Who Has the Youth, Has the Future (Part III: Atmospheric Trust Litigation)

More on Alec Loorz and the young people who have taken to the courts. When Loorz was 13, he founded a grassroots movement of young people called Kids vs. Global Warming, a very successful effort through which he has spoken to tens of thousands of his peers and has earned the respect of adult environmental activists. (They appear to be much too busy to keep their website updated.) Having catalyzed a growing youth movement under the umbrella of its “iMatter” campaign, Kids vs. Global Warming is now focusing on the courts.

The federal agencies named as defendants in the federal iMatter lawsuit include the Environmental Protection Agency, and the Departments of Interior, Agriculture, Commerce, Energy, and Defense. (Download a PDF the complaint here.)

Environmental lawyer Julia A. Olson and her colleagues at Our Children’s Trust and Wild Earth Advocates are among those spearheading a campaign of “Atmospheric Trust Litigation,” for which they have also filed suits against the states of Alaska, Arizona, California, Colorado, Massachusetts, Minnesota, Montana, New Jersey, New Mexico, Oregon, and Washington.  (click here to download the state complaints)

The legal basis for these lawsuits is to include the atmosphere under Public Trust Doctrine, a new application of an old concept.

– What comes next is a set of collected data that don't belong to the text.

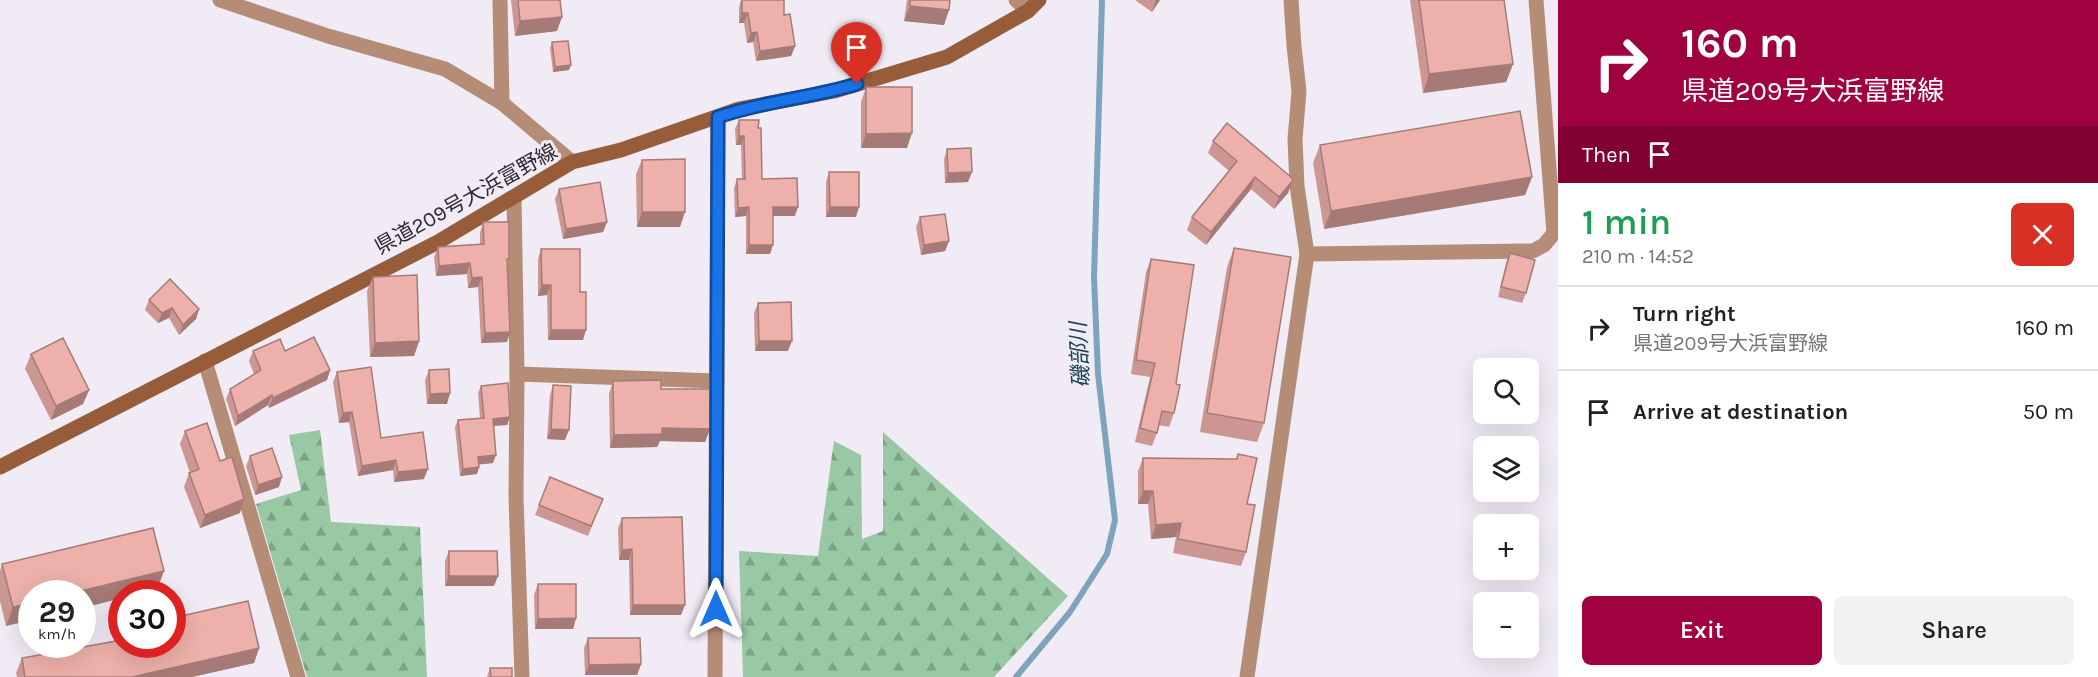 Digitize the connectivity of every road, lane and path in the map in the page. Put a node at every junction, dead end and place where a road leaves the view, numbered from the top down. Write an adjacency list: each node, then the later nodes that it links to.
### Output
1 (220, 0): 7 (street)
2 (500, 0): 7 (street)
3 (1016, 0): 6 (street)
4 (1291, 0): 11 (street)
5 (1536, 0): 11 (street)
6 (1033, 5): 8 (main road, 県道209号大浜富野線)
7 (502, 102): 9 (street)
8 (718, 117): 9 (main road, 県道209号大浜富野線); 14 (street)
9 (572, 162): 10 (main road, 県道209号大浜富野線)
10 (514, 197): 12 (main road, 県道209号大浜富野線); 13 (street)
11 (1307, 254): 19 (street)
12 (205, 361): 15 (main road, 県道209号大浜富野線); 16 (street)
13 (517, 374): 14 (street); 17 (street)
14 (717, 381): 18 (street)
15 (0, 467)
16 (298, 677)
17 (522, 677)
18 (715, 677)
19 (1247, 677)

Our Children’s Trust describes the core concept of the Public Trust Doctrine this way:

“The government has a legal obligation to preserve these trust resources and to manage them for the equal benefit of everyone, not just for the benefit of the wealthy and politically-connected corporations. The government cannot allow the privatization of the atmosphere. The Public Trust Doctrine is well-established in American law and in many other legal traditions throughout the world. The doctrine stretches all the way back to the Roman times, long before anyone understood how important and fragile the atmosphere truly is. Fifteen hundred years ago the Emperor Justininan wrote, “The things which are naturally everybody’s are: the air, flowing water, the sea, and the seashore.” The legal actions apply this deep-rooted doctrine to our modern understanding of the atmosphere, demanding that the government recognize and protect our collective right to a stable, livable climate.” (click here for more)

Question in need of analysis: What effect will the unanimous Supreme Court Decision handed down in late June in American Electric Power v. Connecticut have on these cases and on the stormy relationship between congress and the EPA? Comments encouraged!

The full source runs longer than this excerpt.